TASK MATERIAL START

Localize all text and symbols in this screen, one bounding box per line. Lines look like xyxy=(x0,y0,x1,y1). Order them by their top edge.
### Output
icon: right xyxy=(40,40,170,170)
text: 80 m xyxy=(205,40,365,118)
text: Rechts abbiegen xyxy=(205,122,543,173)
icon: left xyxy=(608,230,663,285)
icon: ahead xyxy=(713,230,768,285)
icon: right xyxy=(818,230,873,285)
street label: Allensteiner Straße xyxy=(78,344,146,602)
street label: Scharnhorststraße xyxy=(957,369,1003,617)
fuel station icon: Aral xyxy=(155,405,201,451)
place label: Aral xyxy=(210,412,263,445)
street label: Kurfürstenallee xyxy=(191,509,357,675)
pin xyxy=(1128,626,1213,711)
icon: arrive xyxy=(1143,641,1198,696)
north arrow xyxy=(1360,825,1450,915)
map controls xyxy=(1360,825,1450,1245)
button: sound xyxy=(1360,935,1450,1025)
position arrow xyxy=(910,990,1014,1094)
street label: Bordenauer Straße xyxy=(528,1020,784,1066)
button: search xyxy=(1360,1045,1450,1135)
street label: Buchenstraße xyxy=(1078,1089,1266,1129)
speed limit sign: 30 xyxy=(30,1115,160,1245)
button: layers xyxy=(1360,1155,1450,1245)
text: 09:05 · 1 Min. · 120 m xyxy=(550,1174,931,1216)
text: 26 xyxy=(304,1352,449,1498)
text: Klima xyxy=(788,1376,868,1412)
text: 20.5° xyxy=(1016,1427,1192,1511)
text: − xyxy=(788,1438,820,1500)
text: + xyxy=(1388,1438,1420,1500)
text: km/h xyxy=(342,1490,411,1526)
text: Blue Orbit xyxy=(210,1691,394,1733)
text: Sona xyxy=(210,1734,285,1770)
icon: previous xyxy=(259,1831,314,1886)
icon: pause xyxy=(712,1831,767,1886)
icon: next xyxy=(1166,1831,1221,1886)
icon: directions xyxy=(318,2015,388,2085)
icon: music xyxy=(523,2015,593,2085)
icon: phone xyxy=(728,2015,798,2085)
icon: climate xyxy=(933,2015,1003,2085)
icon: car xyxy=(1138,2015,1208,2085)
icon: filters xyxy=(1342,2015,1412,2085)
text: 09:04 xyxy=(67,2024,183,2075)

TASK MATERIAL END

* WHAT YOU NEED TO DO
Copy each line from the data above that includes "label".

* PROBLEM SOLUTION
street label: Allensteiner Straße xyxy=(78,344,146,602)
street label: Scharnhorststraße xyxy=(957,369,1003,617)
place label: Aral xyxy=(210,412,263,445)
street label: Kurfürstenallee xyxy=(191,509,357,675)
street label: Bordenauer Straße xyxy=(528,1020,784,1066)
street label: Buchenstraße xyxy=(1078,1089,1266,1129)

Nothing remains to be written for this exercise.